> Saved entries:

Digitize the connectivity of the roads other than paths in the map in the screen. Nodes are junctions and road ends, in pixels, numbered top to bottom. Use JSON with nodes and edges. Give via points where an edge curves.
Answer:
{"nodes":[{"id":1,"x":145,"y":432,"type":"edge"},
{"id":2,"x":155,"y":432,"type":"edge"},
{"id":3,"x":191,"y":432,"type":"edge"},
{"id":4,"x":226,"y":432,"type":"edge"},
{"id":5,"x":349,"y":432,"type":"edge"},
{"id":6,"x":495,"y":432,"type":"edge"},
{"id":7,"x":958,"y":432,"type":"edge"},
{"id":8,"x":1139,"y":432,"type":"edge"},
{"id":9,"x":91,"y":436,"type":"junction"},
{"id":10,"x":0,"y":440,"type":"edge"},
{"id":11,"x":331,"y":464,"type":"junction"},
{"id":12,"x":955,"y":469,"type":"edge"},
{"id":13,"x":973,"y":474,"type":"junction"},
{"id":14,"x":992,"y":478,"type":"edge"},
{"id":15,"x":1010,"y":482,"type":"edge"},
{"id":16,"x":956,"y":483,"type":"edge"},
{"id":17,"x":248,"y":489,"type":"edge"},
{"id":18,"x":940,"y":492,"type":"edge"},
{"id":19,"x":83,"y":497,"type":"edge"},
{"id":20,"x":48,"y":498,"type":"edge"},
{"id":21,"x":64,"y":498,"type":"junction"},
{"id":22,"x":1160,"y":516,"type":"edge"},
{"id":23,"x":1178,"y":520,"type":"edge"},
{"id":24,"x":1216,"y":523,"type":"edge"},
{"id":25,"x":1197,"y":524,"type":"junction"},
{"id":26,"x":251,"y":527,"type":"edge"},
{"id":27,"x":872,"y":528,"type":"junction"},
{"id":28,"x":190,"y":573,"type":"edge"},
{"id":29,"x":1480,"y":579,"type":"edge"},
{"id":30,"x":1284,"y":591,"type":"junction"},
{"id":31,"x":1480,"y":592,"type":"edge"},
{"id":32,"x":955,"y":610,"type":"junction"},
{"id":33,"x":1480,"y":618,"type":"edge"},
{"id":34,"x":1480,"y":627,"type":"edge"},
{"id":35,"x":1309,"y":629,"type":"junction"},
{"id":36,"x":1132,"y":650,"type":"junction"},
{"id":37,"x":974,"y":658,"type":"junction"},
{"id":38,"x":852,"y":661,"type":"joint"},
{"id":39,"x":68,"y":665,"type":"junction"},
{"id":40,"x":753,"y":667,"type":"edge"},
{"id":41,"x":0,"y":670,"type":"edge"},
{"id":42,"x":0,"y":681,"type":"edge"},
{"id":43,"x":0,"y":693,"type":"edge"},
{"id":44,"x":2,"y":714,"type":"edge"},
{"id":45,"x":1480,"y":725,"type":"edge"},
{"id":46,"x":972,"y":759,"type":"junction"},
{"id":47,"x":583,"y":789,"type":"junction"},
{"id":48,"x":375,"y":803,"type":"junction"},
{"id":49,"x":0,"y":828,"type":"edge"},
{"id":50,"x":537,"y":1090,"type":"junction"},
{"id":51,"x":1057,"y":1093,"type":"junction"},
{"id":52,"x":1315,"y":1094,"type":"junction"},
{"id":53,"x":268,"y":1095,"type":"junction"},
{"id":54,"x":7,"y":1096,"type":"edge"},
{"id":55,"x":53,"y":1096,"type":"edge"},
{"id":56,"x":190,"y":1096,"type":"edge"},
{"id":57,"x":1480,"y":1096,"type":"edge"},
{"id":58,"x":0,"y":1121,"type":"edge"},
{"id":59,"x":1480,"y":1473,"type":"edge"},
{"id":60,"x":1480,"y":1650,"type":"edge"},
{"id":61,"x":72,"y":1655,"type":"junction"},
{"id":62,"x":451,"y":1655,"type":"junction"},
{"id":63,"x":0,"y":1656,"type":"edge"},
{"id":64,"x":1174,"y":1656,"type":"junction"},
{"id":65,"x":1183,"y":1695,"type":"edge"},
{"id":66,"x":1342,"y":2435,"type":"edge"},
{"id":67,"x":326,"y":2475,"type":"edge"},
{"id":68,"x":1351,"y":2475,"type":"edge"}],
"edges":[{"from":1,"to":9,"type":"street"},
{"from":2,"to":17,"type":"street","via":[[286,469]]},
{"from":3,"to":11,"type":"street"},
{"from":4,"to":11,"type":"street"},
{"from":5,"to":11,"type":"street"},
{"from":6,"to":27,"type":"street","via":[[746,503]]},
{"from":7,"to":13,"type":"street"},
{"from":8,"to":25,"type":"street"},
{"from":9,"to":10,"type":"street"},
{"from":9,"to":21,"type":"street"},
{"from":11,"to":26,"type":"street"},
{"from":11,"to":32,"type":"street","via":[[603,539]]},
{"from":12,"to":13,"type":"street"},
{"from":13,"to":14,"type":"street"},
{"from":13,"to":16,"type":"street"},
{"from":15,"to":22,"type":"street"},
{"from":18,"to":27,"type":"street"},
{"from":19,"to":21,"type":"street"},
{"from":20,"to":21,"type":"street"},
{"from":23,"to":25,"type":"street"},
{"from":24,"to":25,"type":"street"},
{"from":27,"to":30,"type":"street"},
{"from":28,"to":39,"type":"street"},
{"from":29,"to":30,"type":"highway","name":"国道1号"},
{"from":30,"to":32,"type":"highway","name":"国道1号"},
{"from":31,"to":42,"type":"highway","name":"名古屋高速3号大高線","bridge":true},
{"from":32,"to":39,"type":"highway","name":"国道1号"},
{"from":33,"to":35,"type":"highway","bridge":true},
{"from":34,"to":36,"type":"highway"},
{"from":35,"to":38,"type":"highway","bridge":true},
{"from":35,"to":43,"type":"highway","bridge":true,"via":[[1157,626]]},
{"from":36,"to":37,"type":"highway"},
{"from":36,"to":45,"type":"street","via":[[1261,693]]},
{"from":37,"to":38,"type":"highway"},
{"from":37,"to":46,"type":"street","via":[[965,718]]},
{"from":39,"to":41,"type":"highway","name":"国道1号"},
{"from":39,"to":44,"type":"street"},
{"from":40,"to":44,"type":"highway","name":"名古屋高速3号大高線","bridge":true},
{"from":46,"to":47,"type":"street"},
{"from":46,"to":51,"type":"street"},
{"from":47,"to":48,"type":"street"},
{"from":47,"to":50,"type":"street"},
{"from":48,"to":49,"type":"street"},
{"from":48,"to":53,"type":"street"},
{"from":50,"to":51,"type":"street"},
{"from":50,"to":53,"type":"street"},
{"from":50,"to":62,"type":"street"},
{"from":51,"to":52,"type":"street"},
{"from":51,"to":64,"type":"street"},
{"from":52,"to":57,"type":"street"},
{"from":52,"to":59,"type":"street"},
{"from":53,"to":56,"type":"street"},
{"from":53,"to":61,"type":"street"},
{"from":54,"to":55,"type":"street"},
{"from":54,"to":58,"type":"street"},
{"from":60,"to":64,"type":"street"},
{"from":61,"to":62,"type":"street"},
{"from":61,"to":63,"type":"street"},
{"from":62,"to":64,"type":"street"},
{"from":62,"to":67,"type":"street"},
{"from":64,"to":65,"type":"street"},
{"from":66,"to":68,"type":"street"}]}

> Problem description: Go through the entries above and copy out every line that includes the word "highway".

> Solution:
{"from":29,"to":30,"type":"highway","name":"国道1号"},
{"from":30,"to":32,"type":"highway","name":"国道1号"},
{"from":31,"to":42,"type":"highway","name":"名古屋高速3号大高線","bridge":true},
{"from":32,"to":39,"type":"highway","name":"国道1号"},
{"from":33,"to":35,"type":"highway","bridge":true},
{"from":34,"to":36,"type":"highway"},
{"from":35,"to":38,"type":"highway","bridge":true},
{"from":35,"to":43,"type":"highway","bridge":true,"via":[[1157,626]]},
{"from":36,"to":37,"type":"highway"},
{"from":37,"to":38,"type":"highway"},
{"from":39,"to":41,"type":"highway","name":"国道1号"},
{"from":40,"to":44,"type":"highway","name":"名古屋高速3号大高線","bridge":true},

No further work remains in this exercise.